O Orville termina em um forte, embora não espetacular, Nota

O Orville teve uma jornada notável ao longo de sua primeira temporada. Seu marketing inicial não fez favores. Foi vendido como uma falsificação de estilo avião, ou Family Guy no espaço, e definitivamente não era isso. Isso só dificultava avaliar o que era. Não é de admirar que tenha obtido críticas ruins inicialmente. Foi-nos dito que era uma comédia, mas tanto não era engraçado. Uma comédia sem problemas é uma má comédia. Isso não foi ajudado pelo fato de que o show ainda estava se achando. Quanto era uma comédia? Quanto drama? Como conseguimos o equilíbrio certo entre os dois? Essas perguntas levam alguns episódios para responder, e isso não é ajudado por spots de TV constantes, prometendo uma revolta de risada estridente. Como um show ainda tentando descobrir o que queria ser, os primeiros episódios eram um pouco rocosos. Eles não eram ótimos, mas definitivamente havia algo promissor lá. Uma sensação de que todos os envolvidos estavam realmente envolvidos nisso, seja o que fosse “isso”. Ele balançou as cercas de uma forma que poucos shows fazem. Como resultado, houve algumas grandes falhas no início, mas você teve que admirar isso por tentar. Um show que balança grande e perdeu é muito mais promissor do que aquele que de forma consistente … um pouco para um único? Eu não assisto uma tonelada de beisebol.

O ponto é que, mesmo naqueles episódios iniciais estranhos, medíocres ou mesmo ruins, havia sugestões de algo único e especial. O show só precisava da chance de descobrir antes que ele pudesse realmente brilhar. E aqui estamos, uma temporada muito curta depois, e isso acontece.
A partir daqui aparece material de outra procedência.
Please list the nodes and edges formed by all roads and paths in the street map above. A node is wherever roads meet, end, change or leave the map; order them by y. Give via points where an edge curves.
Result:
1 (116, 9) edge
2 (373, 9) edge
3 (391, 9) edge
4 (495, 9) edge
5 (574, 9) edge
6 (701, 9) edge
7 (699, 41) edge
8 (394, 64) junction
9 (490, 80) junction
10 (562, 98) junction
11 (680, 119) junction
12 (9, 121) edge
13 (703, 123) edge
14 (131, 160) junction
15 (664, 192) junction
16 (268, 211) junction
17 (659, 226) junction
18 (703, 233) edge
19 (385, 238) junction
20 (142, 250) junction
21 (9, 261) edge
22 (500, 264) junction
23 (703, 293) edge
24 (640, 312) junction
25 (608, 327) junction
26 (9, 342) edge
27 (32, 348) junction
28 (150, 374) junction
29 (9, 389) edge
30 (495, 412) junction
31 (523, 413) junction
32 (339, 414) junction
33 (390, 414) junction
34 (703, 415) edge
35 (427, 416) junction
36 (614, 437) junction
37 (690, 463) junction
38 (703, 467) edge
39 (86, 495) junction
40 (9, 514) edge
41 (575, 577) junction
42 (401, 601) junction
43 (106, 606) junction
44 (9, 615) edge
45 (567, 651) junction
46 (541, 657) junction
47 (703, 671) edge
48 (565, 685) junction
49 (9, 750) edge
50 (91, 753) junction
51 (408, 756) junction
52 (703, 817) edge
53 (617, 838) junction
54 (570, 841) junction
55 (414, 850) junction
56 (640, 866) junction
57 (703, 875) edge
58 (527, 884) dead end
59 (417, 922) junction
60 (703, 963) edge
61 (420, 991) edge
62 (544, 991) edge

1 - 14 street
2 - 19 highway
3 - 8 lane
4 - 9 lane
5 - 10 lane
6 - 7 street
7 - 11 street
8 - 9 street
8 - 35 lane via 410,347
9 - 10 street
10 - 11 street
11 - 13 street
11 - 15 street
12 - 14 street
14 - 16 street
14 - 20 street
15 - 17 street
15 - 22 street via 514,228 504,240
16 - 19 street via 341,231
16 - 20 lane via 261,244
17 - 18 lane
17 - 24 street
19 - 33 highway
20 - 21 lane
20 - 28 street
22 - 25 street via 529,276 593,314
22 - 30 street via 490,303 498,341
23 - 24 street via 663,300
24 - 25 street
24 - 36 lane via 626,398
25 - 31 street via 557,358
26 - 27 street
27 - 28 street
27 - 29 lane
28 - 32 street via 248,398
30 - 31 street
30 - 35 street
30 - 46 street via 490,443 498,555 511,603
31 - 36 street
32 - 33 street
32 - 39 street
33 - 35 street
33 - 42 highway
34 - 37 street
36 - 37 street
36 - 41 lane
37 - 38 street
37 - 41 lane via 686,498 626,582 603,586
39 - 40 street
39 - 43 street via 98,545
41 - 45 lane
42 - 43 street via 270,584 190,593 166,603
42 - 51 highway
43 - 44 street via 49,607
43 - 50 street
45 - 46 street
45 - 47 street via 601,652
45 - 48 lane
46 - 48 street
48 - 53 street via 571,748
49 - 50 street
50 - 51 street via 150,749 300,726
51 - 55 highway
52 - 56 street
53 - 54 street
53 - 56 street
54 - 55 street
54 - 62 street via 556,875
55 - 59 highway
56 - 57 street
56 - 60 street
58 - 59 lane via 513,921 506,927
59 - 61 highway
Encontrou esse equilíbrio entre drama e comédia. Ele leva sua ficção científica seriamente de uma maneira que ninguém pensou que seria. Finalmente, inventou todos os seus personagens em pessoas totalmente tridimensionais com as quais queríamos passar o tempo. Começou a se sentir menos como uma homenagem / paródia da Star Trek: The Next Generation, e mais como um acompanhamento amoroso com suas próprias idéias. E então terminou, abruptamente e muito cedo. Porque a Fox só pediu 12 episódios. Aqui está esperando que eles consertem a próxima temporada.
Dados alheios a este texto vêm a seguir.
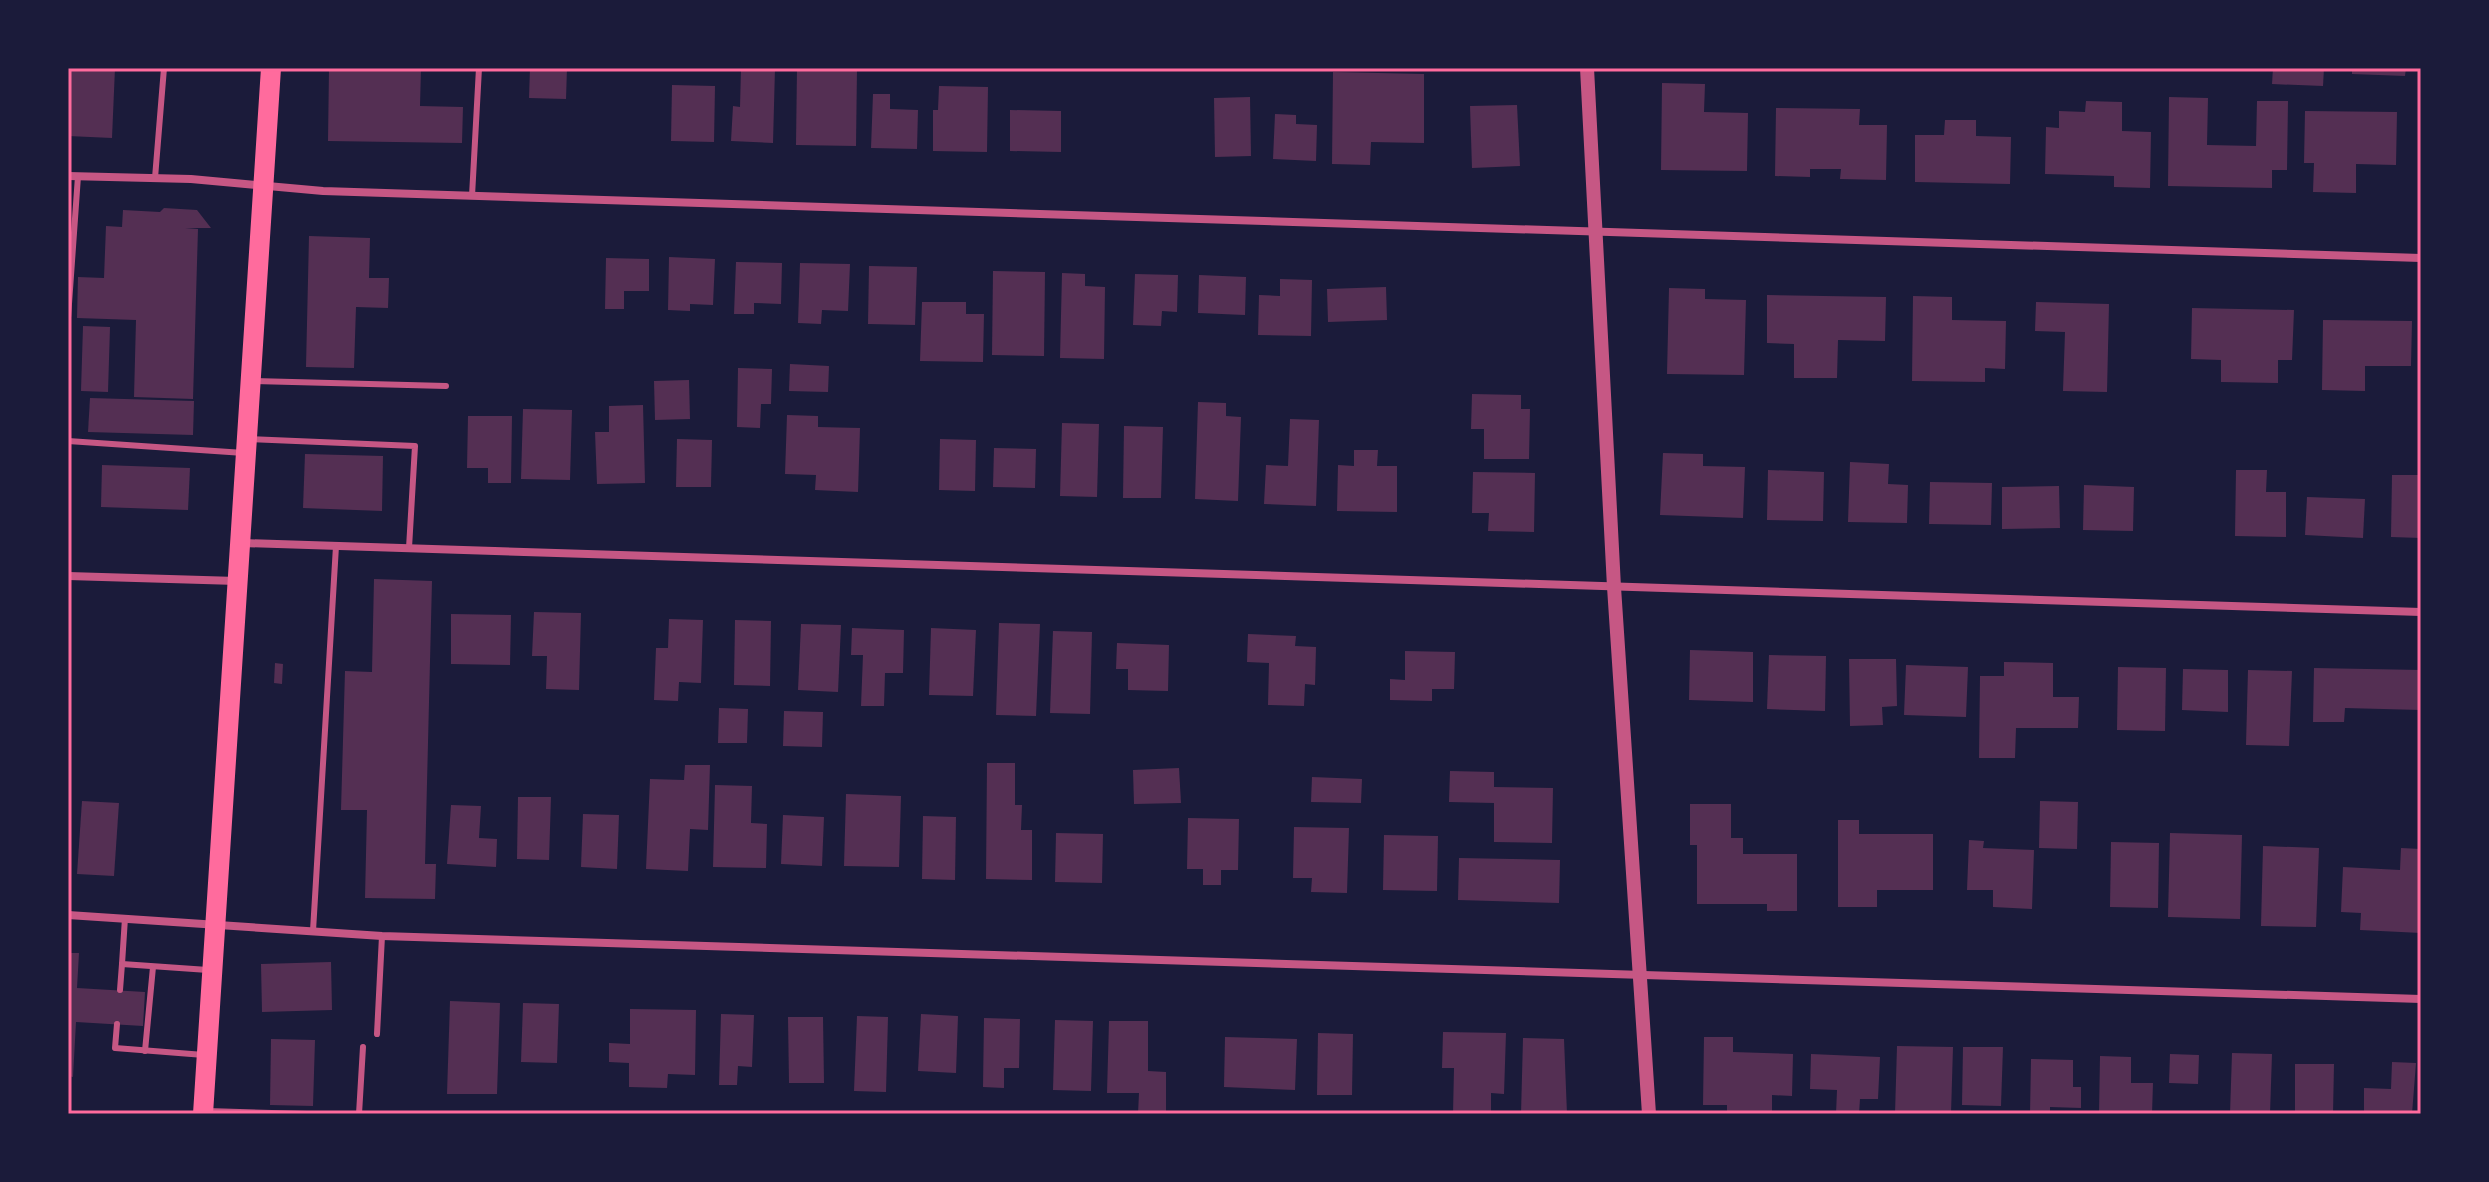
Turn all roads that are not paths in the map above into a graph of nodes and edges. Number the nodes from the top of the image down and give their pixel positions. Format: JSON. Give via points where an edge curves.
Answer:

Adrianne Palicki (Cr: Michael Becker / FOX)

Essa curta temporada cria um problema para o final da primeira temporada. Realmente não se sente como um final. Não é maior ou mais épico do que qualquer coisa que veio antes. Na verdade, alguns episódios no meio da temporada tinham apostas muito maiores do que o que vimos na noite passada. Parecia que estava escrito apenas um outro episódio a ser exibido em algum momento no meio da temporada. Mas porque a primeira temporada é tão curta, acaba sendo o último que vemos de The Orville até provavelmente no próximo outono. Realmente não foi escrito para lidar com esse tipo de peso. Isso não quer dizer que seja um episódio ruim. Na verdade não é. É absolutamente um dos mais fortes da primeira temporada. Você pode ver por que, na ausência de um verdadeiro final de temporada, eles escolheram este para fazer o trabalho. Ele tem uma premissa muito legal, e ele tira proveito dela de uma maneira que se sente verdade tanto para o que Star Trek sempre esteve como para o que o Orville tornou-se. Há alguns realmente bons, tópicos de ficção científica aqui e foi muito divertido de assistir.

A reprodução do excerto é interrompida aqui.